RUFFER INVESTMENT COMPANY LIMITED
(a closed-ended investment company incorporated in Guernsey with registration number 41996)
LEI 21380068AHZKY7MKNO47
Attached is a link to the Monthly Investment Report for February 2022.
http://www.rns-pdf.londonstockexchange.com/rns/2346E_1-2022-3-9.pdf
During February, the Company's NAV rose by 2.6%. This compared with a fall of 0.4% in the FTSE All-Share index.
Our commentary this month is dominated by the impact of events in Ukraine. This war is first and foremost a human tragedy and our thoughts are with the people of Ukraine. The investment implications are secondary to the crisis, but we recognise our duty to provide investors with an update on the impact on their investments. The Company made gains earlier in the month and was broadly flat as the invasion unfolded. Geopolitical risk is unpredictable and we do not claim to position the Company in anticipation of specific events. Instead, we always hold protective assets which help us to weather market volatility in environments of heightened geopolitical risk.

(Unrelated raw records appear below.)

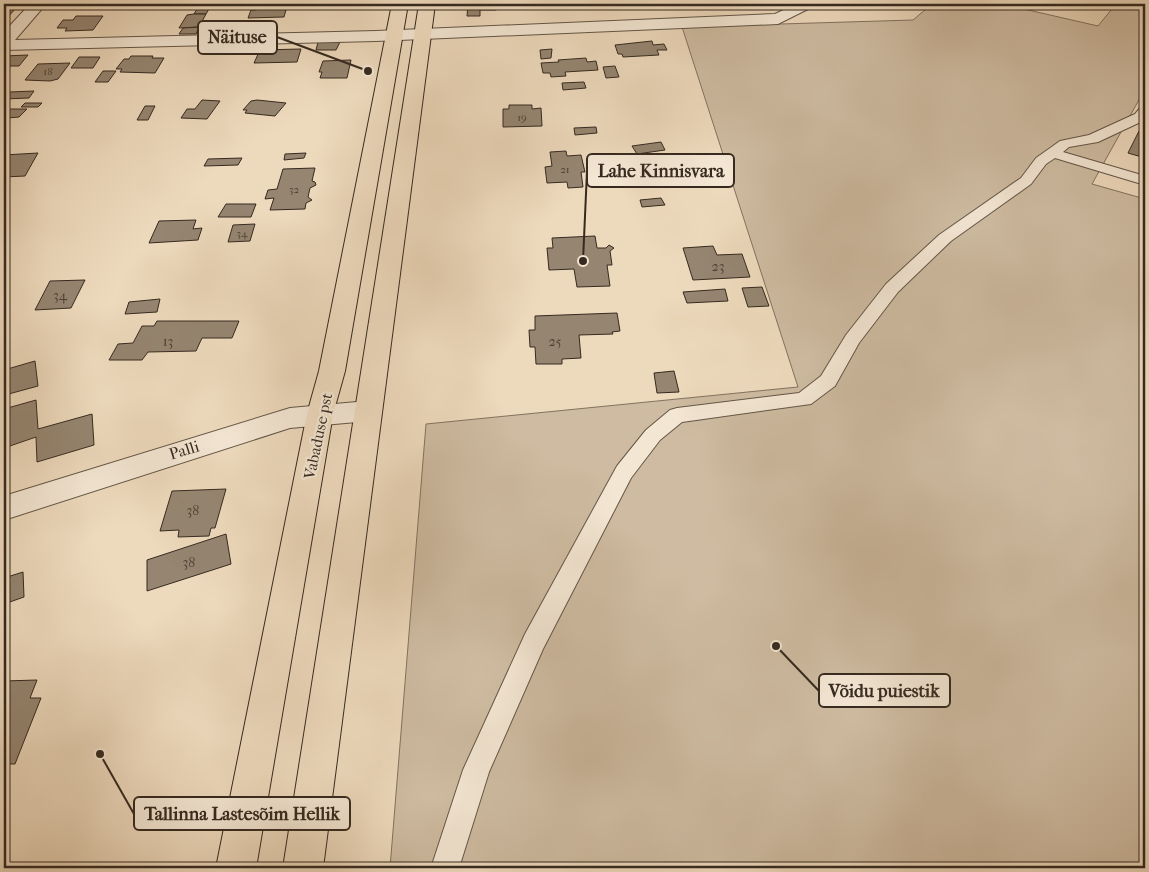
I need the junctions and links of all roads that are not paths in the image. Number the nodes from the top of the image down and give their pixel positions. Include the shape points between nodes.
1 (38, 4) edge
2 (400, 4) edge
3 (427, 4) edge
4 (807, 4) edge
5 (423, 34) junction
6 (394, 36) junction
7 (4, 43) edge
8 (1145, 111) edge
9 (1053, 153) junction
10 (1145, 181) edge
11 (368, 411) junction
12 (320, 414) junction
13 (4, 508) edge
14 (236, 868) edge
15 (303, 868) edge
16 (445, 868) edge

1 - 7 street
2 - 6 highway, Vabaduse pst
3 - 5 highway
4 - 5 street via 778,18
5 - 6 street
5 - 11 highway
6 - 7 street
6 - 12 highway, Vabaduse pst via 332,371
8 - 9 lane via 1140,117 1093,139 1065,144
9 - 10 lane
9 - 16 lane via 1041,161 1026,182 945,238 892,288 852,339 828,380 804,399 677,415 653,435 624,472 534,642 476,770
11 - 12 street, Palli
11 - 15 highway
12 - 13 street, Palli via 290,418
12 - 14 highway, Vabaduse pst

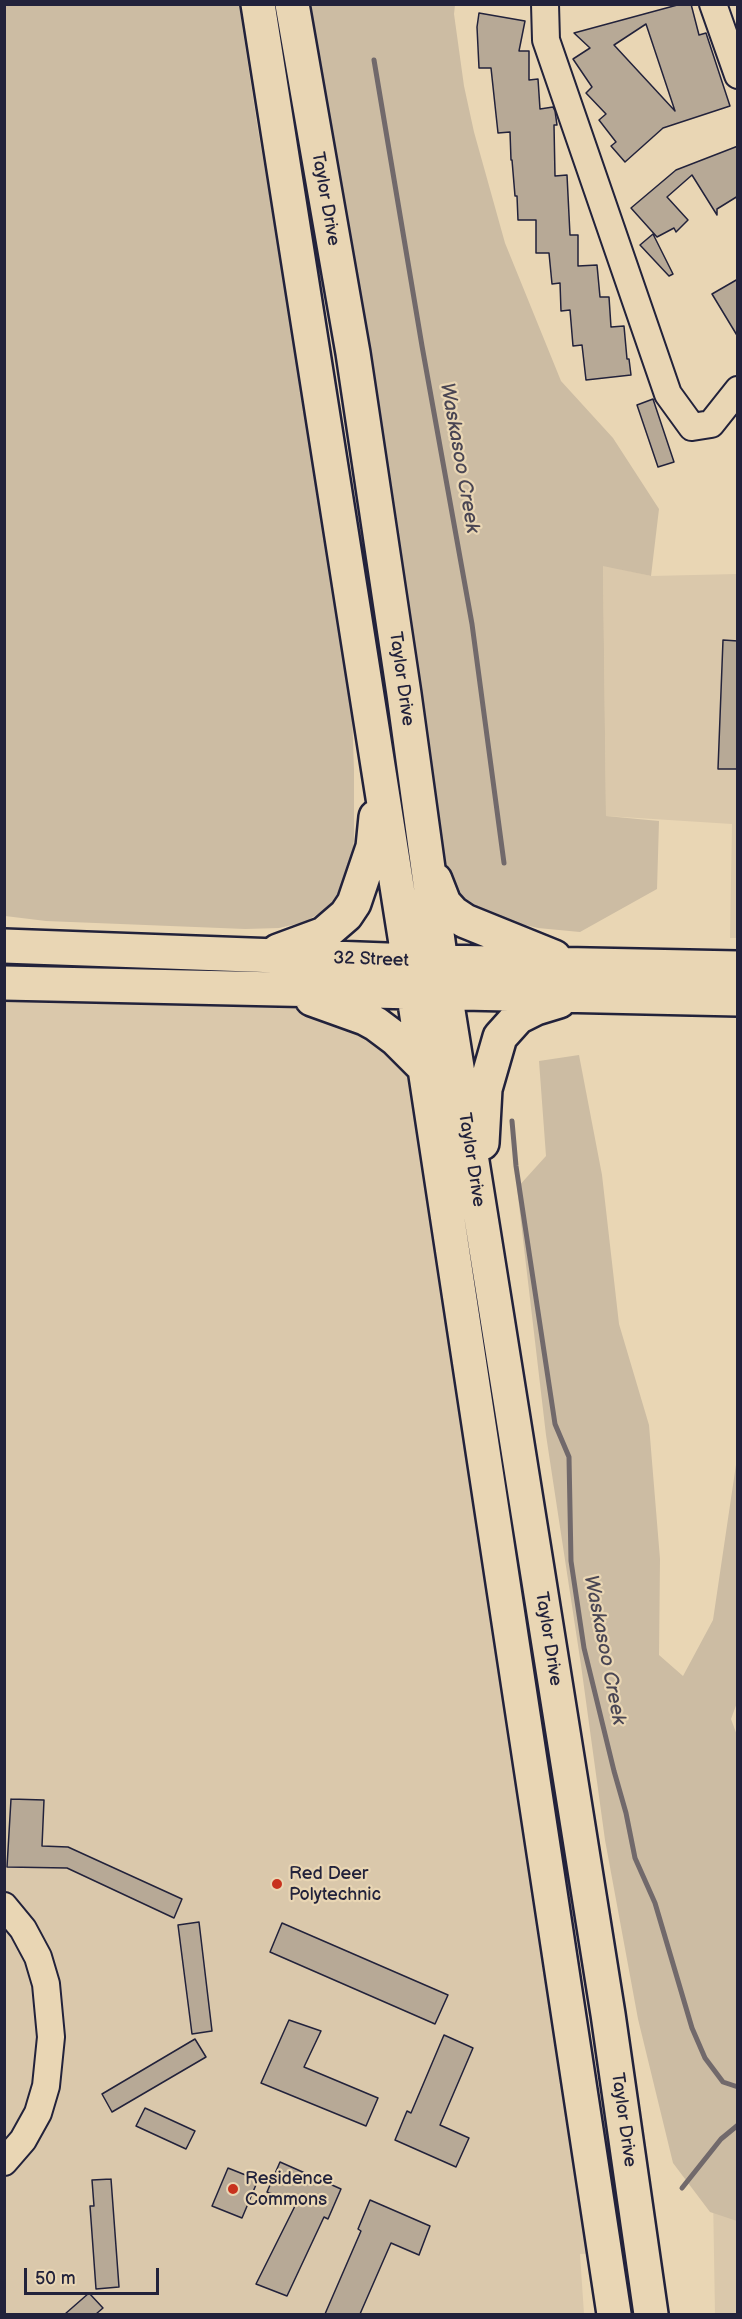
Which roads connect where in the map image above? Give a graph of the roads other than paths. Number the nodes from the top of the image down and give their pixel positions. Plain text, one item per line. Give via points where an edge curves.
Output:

The chief drivers of performance were derivative protection, gold and energy exposure. Derivative protection took two forms - interest rate protection and equity protection. We continued to use interest rate options to reduce duration risk in our inflation-linked bond holdings and this enabled us to benefit as bond yields rose for the first two weeks of the month. We took some profits in these options and the marginally higher duration since the invasion started has been helpful as bond yields have fallen. We will continue to be flexible in managing duration risk and believe that the path of rates will still be higher, but the speed of increase is now less certain. Towards the end of the month equity put options helped performance.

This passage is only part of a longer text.